The bus turned right – and I was right (therefore) to have jumped off the bus with all those other people – I could walk towards the bus station from there – the shops, that is, that I wanted to go into over that way.

I know, I know – what has this got to do with anything?

It marks, anyway, just how important this newspaper has become in my life.

I can understand what this newspaper is saying.  They don’t all agree with each other, those journalists in this newspaper – and I might not agree either – but I can understand what is being said there.

The newspaper I used to read – over years, this section in it was no longer speaking to me, nor this, nor that.  Gradually, it lost me, that newspaper.

This one that I’m buying now – well, it is one that my literature teacher at school used to like.

And that takes me into my past again.

This literature teacher used to like this newspaper at a time (I was 16) when I could not understand what it was on about.  I was too young (there are some savvy 16-year-olds, I am told).

But I wasn’t politically-minded then – didn’t have a clue.

I’m doing homework now, probably – I wouldn’t at all be surprised at myself – that I couldn’t do then.

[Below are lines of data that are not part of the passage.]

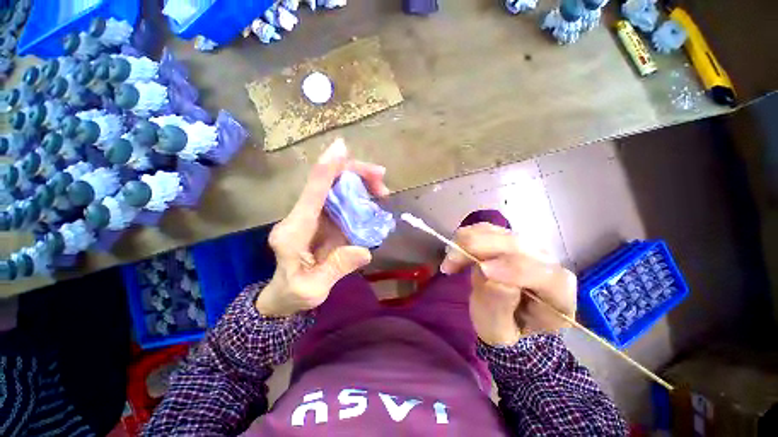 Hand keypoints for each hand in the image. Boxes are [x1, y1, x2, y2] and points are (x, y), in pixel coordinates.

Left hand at [255, 139, 390, 316]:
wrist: (282, 295)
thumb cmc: (292, 294)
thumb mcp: (311, 290)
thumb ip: (335, 270)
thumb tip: (365, 250)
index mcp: (294, 230)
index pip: (312, 192)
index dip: (327, 169)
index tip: (341, 148)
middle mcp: (302, 217)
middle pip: (328, 183)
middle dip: (354, 174)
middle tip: (381, 181)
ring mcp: (313, 217)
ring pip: (337, 189)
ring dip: (360, 183)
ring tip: (381, 191)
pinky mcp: (323, 221)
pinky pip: (342, 201)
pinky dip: (359, 196)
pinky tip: (373, 201)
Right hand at [440, 223, 576, 345]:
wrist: (507, 317)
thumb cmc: (506, 329)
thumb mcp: (500, 330)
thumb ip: (497, 306)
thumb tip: (488, 272)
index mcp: (558, 294)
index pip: (545, 275)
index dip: (514, 269)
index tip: (481, 270)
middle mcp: (547, 263)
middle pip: (516, 244)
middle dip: (479, 248)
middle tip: (449, 263)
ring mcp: (527, 247)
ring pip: (498, 232)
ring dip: (468, 241)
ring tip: (450, 260)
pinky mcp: (507, 239)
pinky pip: (486, 229)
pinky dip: (467, 236)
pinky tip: (456, 251) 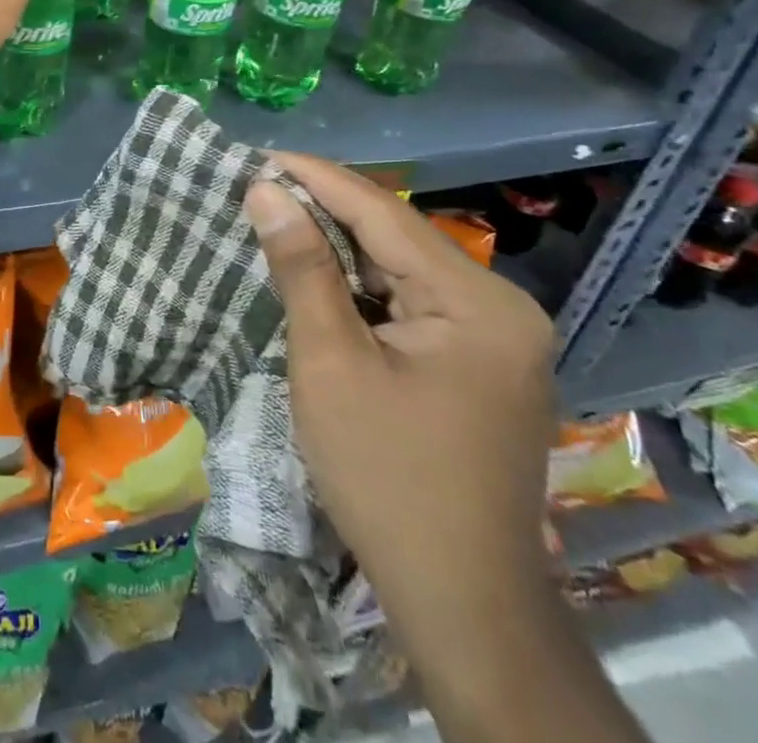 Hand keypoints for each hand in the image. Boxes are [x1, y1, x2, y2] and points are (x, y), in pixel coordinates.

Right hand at [244, 154, 556, 662]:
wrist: (461, 603)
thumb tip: (265, 190)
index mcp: (477, 301)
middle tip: (258, 189)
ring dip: (339, 251)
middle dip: (325, 213)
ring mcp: (495, 338)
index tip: (259, 155)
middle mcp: (499, 307)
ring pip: (400, 270)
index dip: (317, 178)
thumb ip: (301, 267)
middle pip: (396, 239)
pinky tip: (317, 279)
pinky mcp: (479, 364)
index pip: (383, 214)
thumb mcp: (330, 362)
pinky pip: (411, 304)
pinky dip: (360, 290)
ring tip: (275, 222)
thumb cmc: (386, 476)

Where all this is leading – I controlled my own life this morning.  I thought I was, as I stood (albeit pretending I wasn’t – walk a bit, stop and turn for a while – no, I’m not really doing something that – seems – so odd – as to watch where a bus might be going – what would be odd about that? – but I might be watching out for someone I said I’d meet – that person is late, look – oh, I bet she is already in the restaurant we said we’d go to -)

What does it matter?

On the one hand, I was controlling what was happening with me and the bus – in case I needed to get it again – and all this to do with a newspaper.

On the other hand, I had all this (uncontrolled) reasoning going on in my head as to why I was in a place that was unusual for me, these days.

Ah – maybe I have left that sunny lane I walked along before.  Maybe I found a turn-off, and was drawn into it.

I thought – you control what you can or other people will control it for you.  But you can’t control everything.